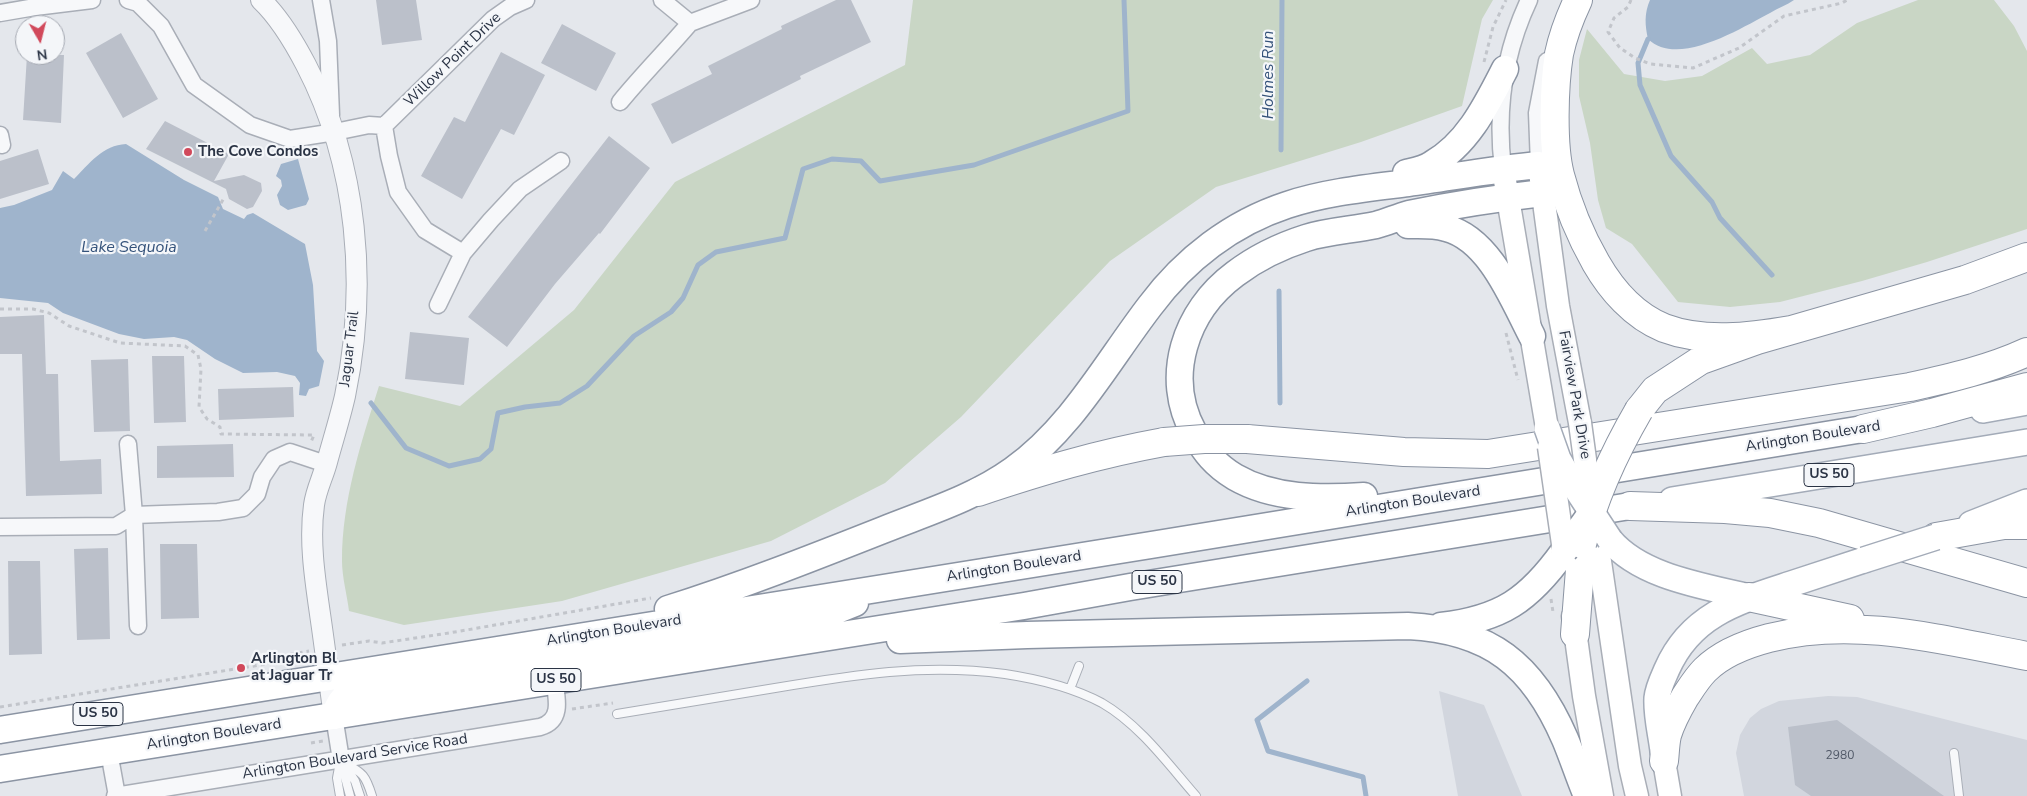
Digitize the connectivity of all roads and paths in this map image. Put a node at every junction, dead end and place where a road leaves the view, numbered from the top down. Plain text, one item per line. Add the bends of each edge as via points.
1 (92, 0) edge
2 (128, 0) edge
3 (261, 0) edge
4 (321, 0) edge
5 (526, 0) edge
6 (662, 0) edge
7 (751, 0) edge
8 (1506, 0) edge
9 (1529, 0) edge
10 (1577, 0) edge
11 (1631, 0) edge
12 (1847, 0) edge
13 (0, 14) edge
14 (690, 23) junction
15 (1494, 69) junction
16 (620, 102) dead end
17 (333, 126) junction
18 (384, 126) junction
19 (561, 161) dead end
20 (1539, 165) junction
21 (1503, 169) junction
22 (1356, 190) junction
23 (1543, 193) junction
24 (1507, 197) junction
25 (224, 198) dead end
26 (1377, 224) junction
27 (205, 231) dead end
28 (463, 253) junction
29 (2027, 257) edge
30 (2027, 272) edge
31 (1931, 291) junction
32 (438, 306) dead end
33 (0, 309) edge
34 (1504, 327) dead end
35 (1791, 330) junction
36 (1532, 336) junction
37 (2027, 352) edge
38 (1518, 383) dead end
39 (2027, 387) edge
40 (2027, 402) edge
41 (1546, 428) junction
42 (1863, 428) junction
43 (2027, 442) edge
44 (128, 444) dead end
45 (304, 456) junction
46 (326, 464) junction
47 (1531, 482) junction
48 (978, 492) junction
49 (2027, 502) edge
50 (1630, 506) junction
51 (1592, 511) junction
52 (134, 515) junction
53 (2027, 524) edge
54 (0, 526) edge
55 (1936, 538) junction
56 (1588, 544) junction
57 (2027, 583) edge
58 (900, 585) junction
59 (1748, 597) junction
60 (654, 598) dead end
61 (138, 626) dead end
62 (1430, 627) junction
63 (1575, 634) joint
64 (1914, 635) junction
65 (544, 642) junction
66 (777, 645) junction
67 (324, 648) junction
68 (2027, 656) edge
69 (1079, 666) dead end
70 (329, 676) junction
71 (554, 680) junction
72 (1070, 689) junction
73 (620, 701) dead end
74 (0, 707) edge
75 (586, 707) dead end
76 (618, 714) dead end
77 (334, 716) junction
78 (0, 730) edge
79 (109, 752) junction
80 (1954, 753) dead end
81 (341, 760) junction
82 (1664, 761) junction
83 (0, 769) edge
84 (116, 796) edge
85 (340, 796) edge
86 (350, 796) edge
87 (360, 796) edge
88 (372, 796) edge
89 (1196, 796) edge
90 (1587, 796) edge
91 (1602, 796) edge
92 (1637, 796) edge
93 (1670, 796) edge
94 (1959, 796) edge

1 - 13 street
2 - 17 street via 138,3 161,26 194,85 250,125 290,139
3 - 17 street, Jaguar Trail via 297,48 318,87
4 - 17 street via 328,41
5 - 18 street, Willow Point Drive via 493,19
6 - 14 street
7 - 14 street
8 - 15 path via 1493,27
9 - 15 street, Fairview Park Drive
10 - 20 street, Fairview Park Drive via 1555,39 1544,71 1537,113
10 - 35 highway via 1559,54 1556,136 1559,173 1581,235 1605,278 1640,314 1662,327 1684,334 1738,337
11 - 12 path via 1614,18 1608,32 1620,48 1650,64 1693,68 1739,48 1784,16
14 - 16 street
15 - 21 street, Fairview Park Drive
15 - 22 highway via 1476,120 1447,153 1431,165
17 - 18 street
17 - 46 street, Jaguar Trail via 351,202 356,304 344,396
18 - 28 street via 398,192 425,230
19 - 28 street via 520,189
20 - 21 highway
20 - 23 main road, Fairview Park Drive
21 - 22 highway
21 - 24 main road, Fairview Park Drive
22 - 48 highway via 1287,205 1245,222 1222,236 1156,297 1069,418 1043,446
23 - 24 highway
23 - 51 main road, Fairview Park Drive, bridge
24 - 26 highway via 1407,215
24 - 36 main road, Fairview Park Drive
25 - 27 path
26 - 36 highway via 1428,225 1448,228 1465,236 1498,271
26 - 47 highway via 1284,246 1235,274 1199,311 1184,342 1179,384 1182,405 1205,453 1235,477 1256,486 1312,497 1366,495 1470,480
28 - 32 street
29 - 31 highway
30 - 31 highway
31 - 35 highway
33 - 45 path via 33,309 49,313 69,326 120,343 185,346 198,355 201,369 199,407 206,419 220,427 220,434 314,435
34 - 38 path
35 - 51 highway, bridge via 1701,360 1655,390 1639,410 1610,464
36 - 41 main road, Fairview Park Drive
37 - 48 highway, bridge via 1965,375 1910,387 1488,454 1204,439 1113,451
39 - 42 highway
40 - 42 main road, Arlington Boulevard / US 50
41 - 51 main road, bridge via 1562,466
41 - 56 main road, Fairview Park Drive, bridge
42 - 47 highway, Arlington Boulevard / US 50
43 - 50 main road, Arlington Boulevard / US 50
44 - 52 street
45 - 46 street
45 - 52 street via 290,452 274,459 262,477 257,494 243,508
46 - 67 street, Jaguar Trail via 318,484 312,539
47 - 58 highway, Arlington Boulevard / US 50
48 - 65 highway via 771,574 634,620
49 - 55 main road
50 - 57 highway via 1770,513 1819,523
50 - 66 highway, Arlington Boulevard / US 50
51 - 56 highway, bridge
52 - 54 street via 116,526
52 - 61 street
53 - 55 highway
55 - 59 main road, bridge
56 - 59 main road via 1623,553 1647,568 1685,581
56 - 62 highway via 1550,571 1511,606 1461,624
56 - 63 highway
56 - 92 main road, Fairview Park Drive
58 - 65 highway, Arlington Boulevard / US 50
58 - 77 highway via 820,617 351,694 340,702
59 - 64 highway
59 - 82 main road via 1697,626 1671,660 1657,698
60 - 67 path via 458,632
62 - 66 highway via 1027,634
62 - 90 highway via 1480,641 1520,668 1551,710
63 - 91 main road
64 - 68 highway
64 - 82 highway via 1855,628 1818,630 1782,634 1733,650 1704,670 1692,685 1667,735
65 - 70 highway, Arlington Boulevard / US 50
66 - 71 highway, Arlington Boulevard / US 50
67 - 70 street, Jaguar Trail
67 - 74 path via 292,654 266,664
69 - 72 lane
70 - 77 street, Jaguar Trail
70 - 78 highway, Arlington Boulevard / US 50
71 - 77 highway, Arlington Boulevard / US 50
71 - 81 street, Arlington Boulevard Service Road via 558,704 552,722 544,726
72 - 76 lane via 976,670 900,671 854,675
72 - 89 lane via 1102,703 1131,724
73 - 75 path
77 - 79 highway, Arlington Boulevard / US 50
77 - 81 street
79 - 83 highway, Arlington Boulevard / US 50
79 - 84 street
80 - 94 lane
81 - 84 street, Arlington Boulevard Service Road
81 - 85 lane via 337,778
81 - 86 lane
81 - 87 lane via 356,781
81 - 88 lane via 364,776
82 - 93 main road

•••••

### PROBLEM TO WORK ON
Nothing but a number belongs in the answer, namely how many lines above include "Service".

### YOUR SOLUTION
2